The teachers reinforce what the classes have been learning as they dig, plant, compost and water the trees.
“The more kids are thinking about their own food, making their own food and for the environment, it’s something positive they can do,” said Hodges.
ReTreeUS started four years ago out of Durham, Maine. Hodges worked with different programs and nurseries to get products to get schools involved in planting fruit trees. Manchester School is the 20th school orchard in the state, said Hodges.
ReTreeUS plants orchards with local schools and provides educational programs that empower young people and their families to grow their own home orchards and gardens. Projects like the orchard get kids and adults outside. “It’s a legacy thing,” said Hodges. “It can change the outlook they have. It connects them to the school, nature and their food. Drawing their connection to that can be hard sometimes, he added.

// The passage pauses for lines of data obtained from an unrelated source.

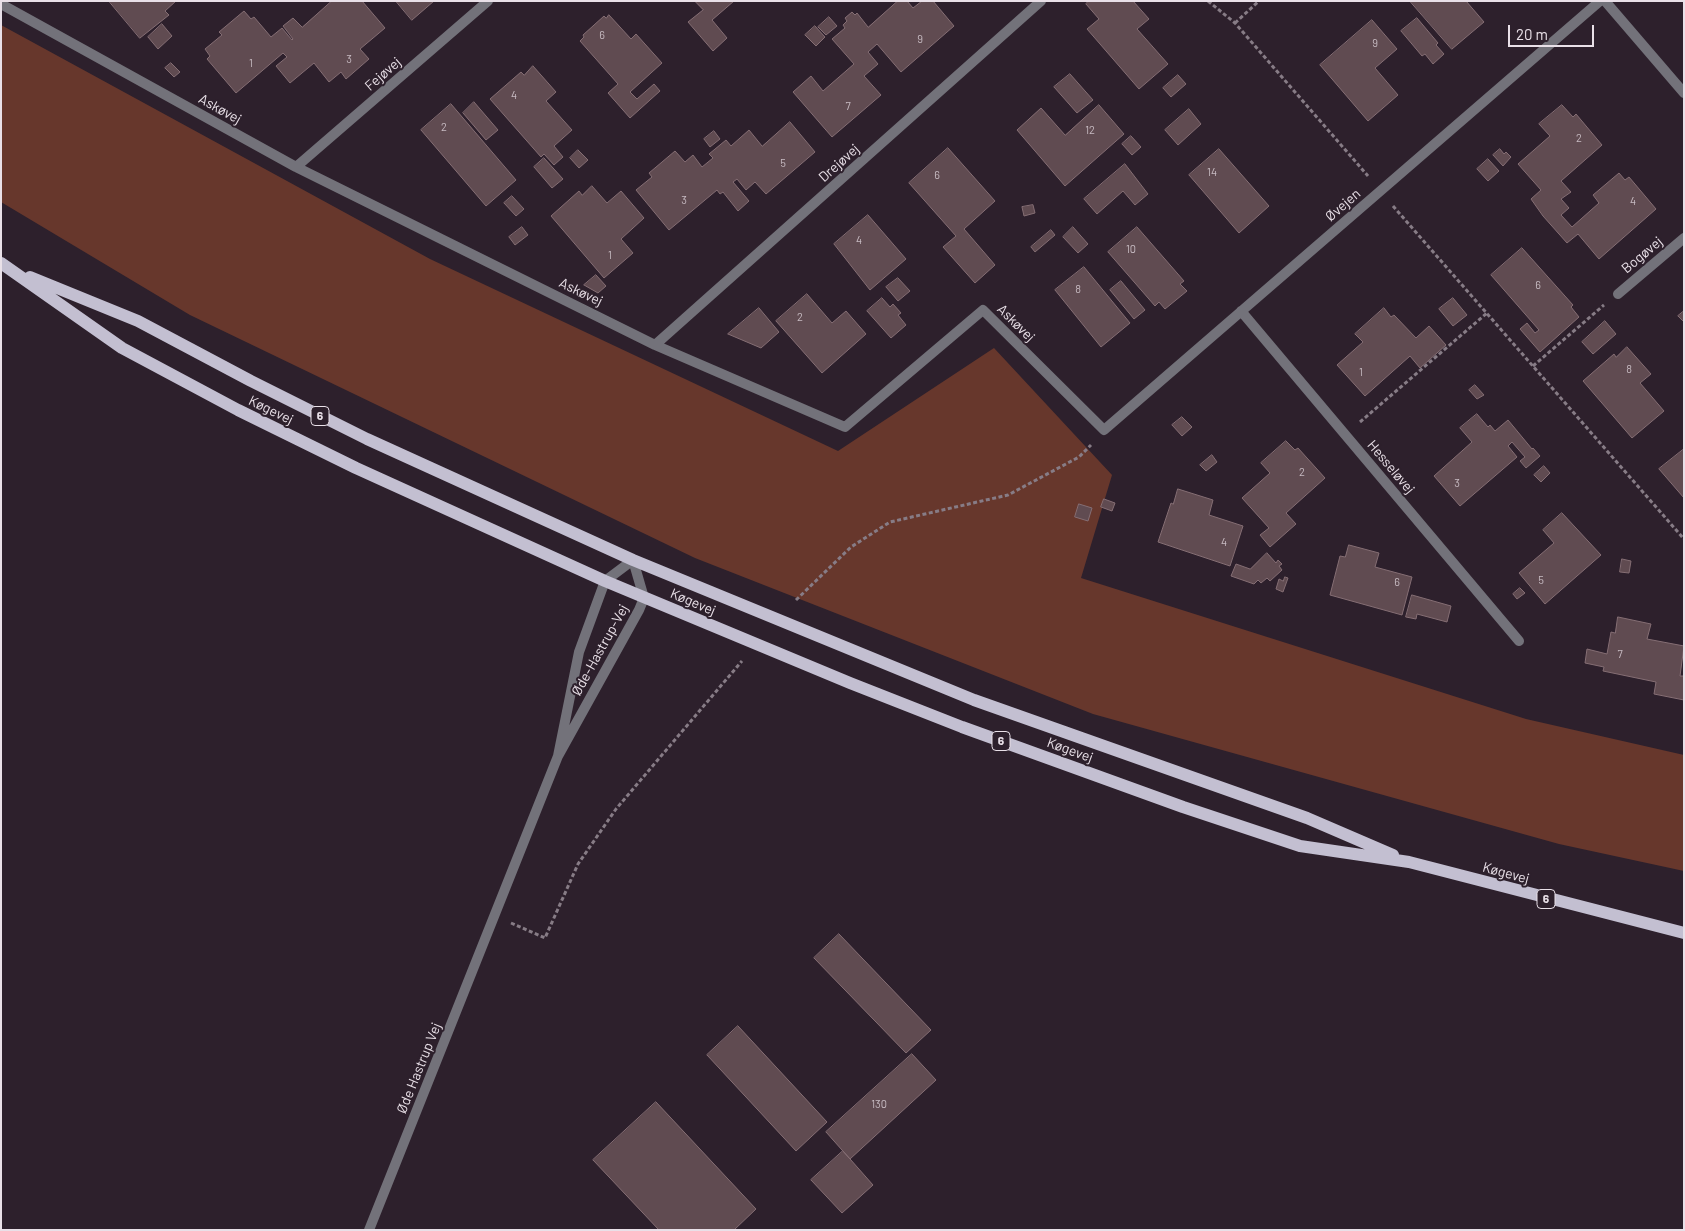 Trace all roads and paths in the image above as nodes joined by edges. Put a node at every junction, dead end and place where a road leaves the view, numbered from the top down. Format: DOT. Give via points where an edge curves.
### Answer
graph roads {
  1 [pos="488,1"];
  2 [pos="1041,1"];
  3 [pos="1208,1"];
  4 [pos="1259,1"];
  5 [pos="1600,1"];
  6 [pos="1605,1"];
  7 [pos="1,4"];
  8 [pos="1235,23"];
  9 [pos="1684,93"];
  10 [pos="296,167"];
  11 [pos="1381,191"];
  12 [pos="1684,238"];
  13 [pos="5,266"];
  14 [pos="1618,294"];
  15 [pos="1241,311"];
  16 [pos="1487,313"];
  17 [pos="655,345"];
  18 [pos="1533,366"];
  19 [pos="1104,430"];
  20 [pos="1345,435"];
  21 [pos="1684,539"];
  22 [pos="634,560"];
  23 [pos="605,581"];
  24 [pos="644,598"];
  25 [pos="796,600"];
  26 [pos="1519,641"];
  27 [pos="742,661"];
  28 [pos="558,756"];
  29 [pos="1409,862"];
  30 [pos="494,916"];
  31 [pos="1684,932"];
  32 [pos="370,1230"];
  1 -- 10 [label="street, Fejøvej"];
  2 -- 17 [label="street, Drejøvej"];
  3 -- 8 [label="path"];
  4 -- 8 [label="path"];
  5 -- 11 [label="street, Øvejen"];
  6 -- 9 [label="street"];
  7 -- 10 [label="street, Askøvej"];
  8 -- 11 [label="path"];
  10 -- 17 [label="street, Askøvej"];
  11 -- 15 [label="street, Øvejen"];
  11 -- 16 [label="path"];
  12 -- 14 [label="street, Bogøvej"];
  13 -- 22 [label="main road, Køgevej / 6" via="138,321 367,439"];
  13 -- 23 [label="main road, Køgevej / 6" via="122,348 238,410 356,468"];
  14 -- 18 [label="path"];
  15 -- 19 [label="street, Øvejen"];
  15 -- 20 [label="street, Hesseløvej"];
  16 -- 18 [label="path"];
  16 -- 20 [label="path"];
  17 -- 19 [label="street, Askøvej" via="845,427 983,310"];
  18 -- 21 [label="path"];
  19 -- 25 [label="path" via="1079,457 1008,495 890,522 851,547"];
  20 -- 26 [label="street, Hesseløvej"];
  22 -- 23 [label="street"];
  22 -- 24 [label="street, Øde-Hastrup-Vej"];
  22 -- 29 [label="main road, Køgevej / 6" via="974,700 1307,818"];
  23 -- 24 [label="main road, Køgevej / 6"];
  23 -- 28 [label="street, Øde-Hastrup-Vej" via="579,652"];
  24 -- 28 [label="street, Øde-Hastrup-Vej"];
  24 -- 29 [label="main road, Køgevej / 6" via="954,724 1184,807 1300,846"];
  27 -- 30 [label="path" via="616,809 578,864 545,938"];
  28 -- 30 [label="street, Øde-Hastrup-Vej"];
  29 -- 31 [label="main road, Køgevej / 6"];
  30 -- 32 [label="street, Øde Hastrup Vej"];
} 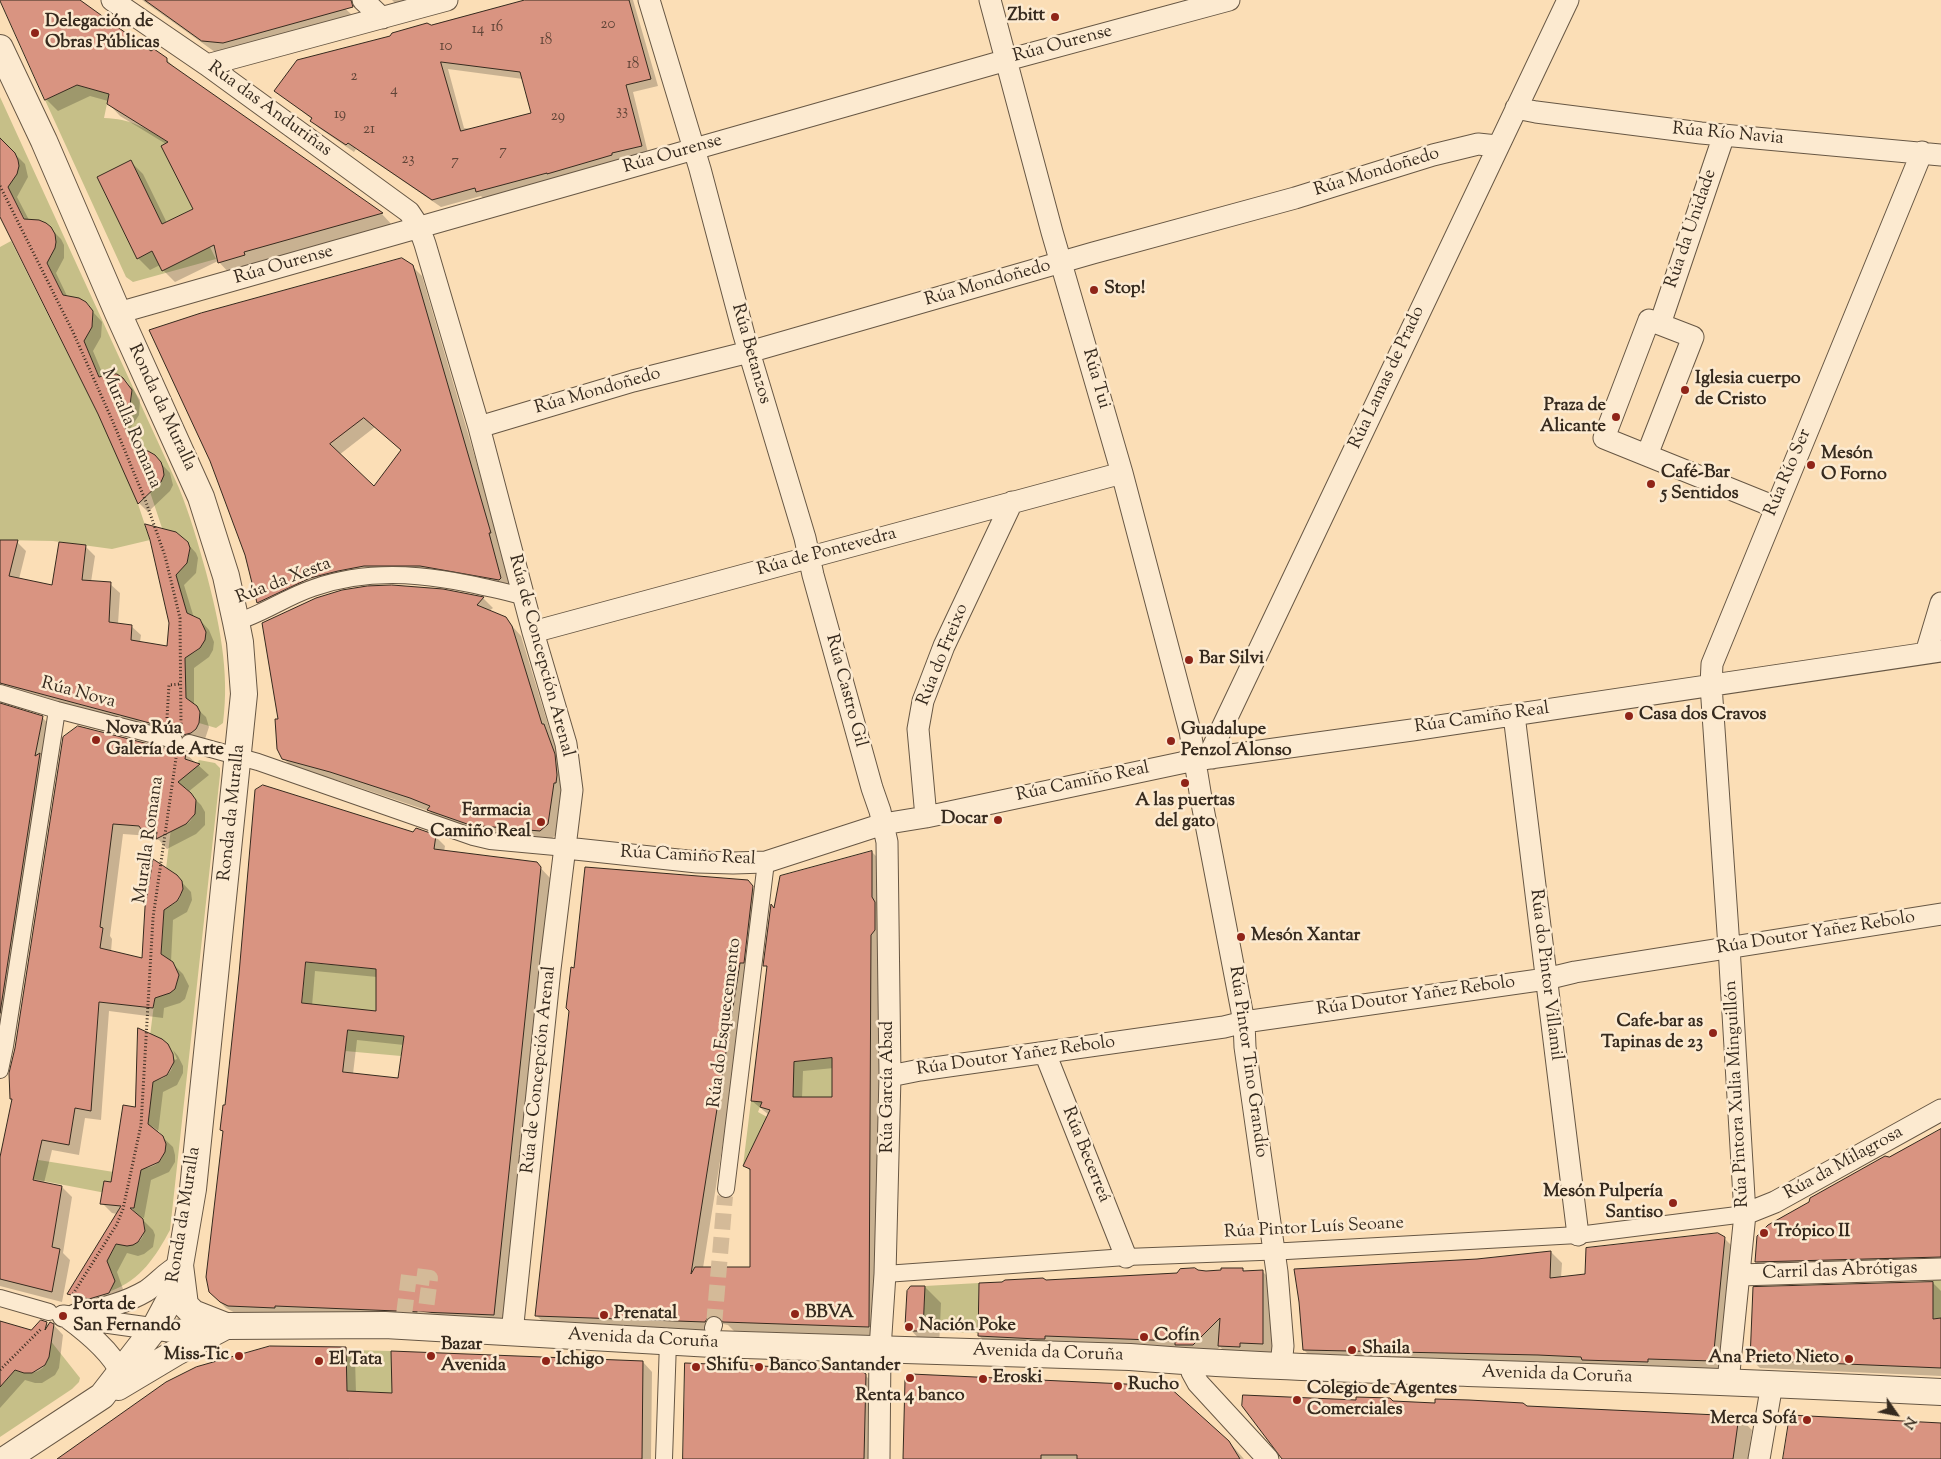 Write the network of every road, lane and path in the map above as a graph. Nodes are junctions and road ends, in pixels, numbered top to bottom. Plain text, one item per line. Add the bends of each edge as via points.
1 (112, 0) edge
2 (363, 0) edge
3 (448, 0) edge
4 (649, 0) edge
5 (990, 0) edge
6 (1229, 0) edge
7 (1568, 0) edge
8 (382, 18) junction
9 (0, 48) edge
10 (1007, 60) junction
11 (207, 65) junction
12 (1516, 108) junction
13 (1724, 135) junction
14 (1497, 146) junction
15 (694, 150) junction
16 (1932, 153) edge
17 (0, 186) edge
18 (419, 228) junction
19 (1061, 263) junction
20 (118, 313) junction
21 (1660, 324) junction
22 (749, 352) junction
23 (479, 427) junction
24 (1647, 455) junction
25 (1122, 473) junction
26 (1012, 502) junction
27 (1775, 507) junction
28 (809, 557) junction
29 (523, 596) junction
30 (1941, 603) edge
31 (236, 622) junction
32 (533, 632) junction
33 (1934, 652) edge
34 (180, 684) junction
35 (1711, 685) junction
36 (0, 693) edge
37 (57, 710) junction
38 (1514, 715) junction
39 (171, 719) dead end
40 (177, 719) dead end
41 (178, 742) junction
42 (239, 756) junction
43 (1204, 759) junction
44 (926, 817) junction
45 (883, 824) junction
46 (566, 848) junction
47 (766, 862) junction
48 (1941, 914) edge
49 (1729, 947) junction
50 (1546, 979) junction
51 (1244, 1022) junction
52 (3, 1046) edge
53 (1045, 1053) junction
54 (0, 1070) edge
55 (890, 1076) junction
56 (1941, 1110) edge
57 (726, 1189) tunnel mouth
58 (1745, 1214) junction
59 (1578, 1235) junction
60 (1274, 1252) junction
61 (1126, 1257) junction
62 (180, 1265) junction
63 (1941, 1269) edge
64 (885, 1274) junction
65 (1739, 1274) junction
66 (71, 1296) dead end
67 (0, 1298) edge
68 (56, 1317) junction
69 (226, 1326) junction
70 (154, 1329) junction
71 (512, 1333) junction
72 (668, 1342) junction
73 (880, 1349) junction
74 (1190, 1362) junction
75 (1281, 1366) junction
76 (0, 1370) edge
77 (121, 1373) junction
78 (1728, 1382) junction
79 (1772, 1384) junction
80 (1941, 1392) edge
81 (102, 1396) junction
82 (6, 1459) edge
83 (664, 1459) edge
84 (879, 1459) edge
85 (1268, 1459) edge
86 (1759, 1459) edge

1 - 11 street, Rúa das Anduriñas
2 - 8 street
3 - 8 street
4 - 15 street, Rúa Betanzos
5 - 10 street, Rúa Tui
6 - 10 street, Rúa Ourense
7 - 12 street, Rúa Lamas de Prado
8 - 11 street
9 - 20 street, Ronda da Muralla
10 - 15 street, Rúa Ourense
10 - 19 street, Rúa Tui
11 - 18 street, Rúa das Anduriñas via 410,212
12 - 13 street, Rúa Río Navia
12 - 14 street, Rúa Lamas de Prado
13 - 16 street, Rúa Río Navia
13 - 21 street, Rúa da Unidade
14 - 19 street, Rúa Mondoñedo via 1478,144 1432,156
14 - 43 street, Rúa Lamas de Prado via 1212,749
15 - 18 street, Rúa Ourense
15 - 22 street, Rúa Betanzos
16 - 27 street, Rúa Río Ser
17 - 34 path, Muralla Romana via 72,332 146,502 165,556 180,618
18 - 20 street, Rúa Ourense
18 - 23 street, Rúa de Concepción Arenal
19 - 22 street, Rúa Mondoñedo
19 - 25 street, Rúa Tui
20 - 31 street, Ronda da Muralla via 202,496
21 - 24 street via 1693,337
21 - 24 street via 1649,320 1604,438
22 - 23 street, Rúa Mondoñedo via 624,383
22 - 28 street, Rúa Betanzos
23 - 29 street, Rúa de Concepción Arenal
24 - 27 street
25 - 26 street, Rúa de Pontevedra
25 - 43 street, Rúa Tui via 1190,731
26 - 28 street, Rúa de Pontevedra
26 - 44 street, Rúa do Freixo via 944,646 923,701 918,730
27 - 35 street, Rúa Río Ser via 1712,664
28 - 32 street, Rúa de Pontevedra
28 - 45 street, Rúa Castro Gil
29 - 31 street, Rúa da Xesta via 432,577 382,574 311,588
29 - 32 street, Rúa de Concepción Arenal
30 - 33 street
31 - 42 street, Ronda da Muralla via 244,694
32 - 46 street, Rúa de Concepción Arenal via 566,744 572,790
33 - 35 street, Rúa Camiño Real
34 - 39 path via 169,684 166,718
34 - 41 path, Muralla Romana
35 - 38 street, Rúa Camiño Real
35 - 49 street, Rúa Pintora Xulia Minguillón
36 - 37 street, Rúa Nova
37 - 41 street, Rúa Nova
37 - 52 street
38 - 43 street, Rúa Camiño Real
38 - 50 street, Rúa do Pintor Villamil
40 - 41 path
41 - 42 street, Rúa Nova
41 - 66 path, Muralla Romana via 153,918 141,1125 117,1224
42 - 46 street, Rúa Camiño Real via 473,837
42 - 62 street, Ronda da Muralla via 193,1189
43 - 44 street, Rúa Camiño Real
43 - 51 street, Rúa Pintor Tino Grandío via 1201,798
44 - 45 street, Rúa Camiño Real
45 - 47 street, Rúa Camiño Real
45 - 55 street, Rúa García Abad via 887,842
46 - 47 street, Rúa Camiño Real via 697,862
46 - 71 street, Rúa de Concepción Arenal via 549,978
47 - 57 street, Rúa do Esquecemento
48 - 49 street, Rúa Doutor Yañez Rebolo
49 - 50 street, Rúa Doutor Yañez Rebolo
49 - 58 street, Rúa Pintora Xulia Minguillón
50 - 51 street, Rúa Doutor Yañez Rebolo
50 - 59 street, Rúa do Pintor Villamil
51 - 53 street, Rúa Doutor Yañez Rebolo
51 - 60 street, Rúa Pintor Tino Grandío
52 - 54 street
53 - 55 street, Rúa Doutor Yañez Rebolo
53 - 61 street, Rúa Becerreá
55 - 64 street, Rúa García Abad
56 - 58 street, Rúa da Milagrosa via 1776,1202
58 - 59 street, Rúa Pintor Luís Seoane
58 - 65 street, Rúa Pintora Xulia Minguillón
59 - 60 street, Rúa Pintor Luís Seoane
60 - 61 street, Rúa Pintor Luís Seoane
60 - 75 street, Rúa Pintor Tino Grandío via 1283,1346
61 - 64 street, Rúa Pintor Luís Seoane
62 - 68 street via 148,1290 127,1301
62 - 69 street via 185,1305 193,1313
62 - 70 street, Ronda da Muralla via 170,1299
63 - 65 street, Carril das Abrótigas
64 - 73 street, Rúa García Abad
65 - 78 street, Rúa Pintora Xulia Minguillón
67 - 68 street
68 - 70 street, Avenida da Coruña
68 - 76 path
68 - 77 street via 98,1344
69 - 70 street, Avenida da Coruña via 169,1331
69 - 71 street, Avenida da Coruña via 385,1325
69 - 81 street
70 - 77 street, Ronda da Muralla
71 - 72 street, Avenida da Coruña
72 - 73 street, Avenida da Coruña
72 - 83 street
73 - 74 street, Avenida da Coruña
73 - 84 street, Rúa García Abad
74 - 75 street, Avenida da Coruña
74 - 85 street via 1198,1383
75 - 78 street, Avenida da Coruña
77 - 81 street, Ronda da Muralla
78 - 79 street, Avenida da Coruña
79 - 80 street, Avenida da Coruña
79 - 86 street
81 - 82 street, Ronda da Muralla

Using apples from a tree leaning into Manchester’s space, Sanborn’s class helped Chef Sam Cowens-Gasbarro create applesauce last year. They hope to soon make foods with the pears and apples the students planted.
“We’re doing teamwork. It’s fun because we can take a break from class and we’re learning about planting,” said student Julia Dean.
Although it will be three to four years before the classes will have apples to harvest, the students doing the planting are excited to come back to see the “fruits” of their labor in a few years. Hodges expects to come back to teach about pruning the trees at a future date.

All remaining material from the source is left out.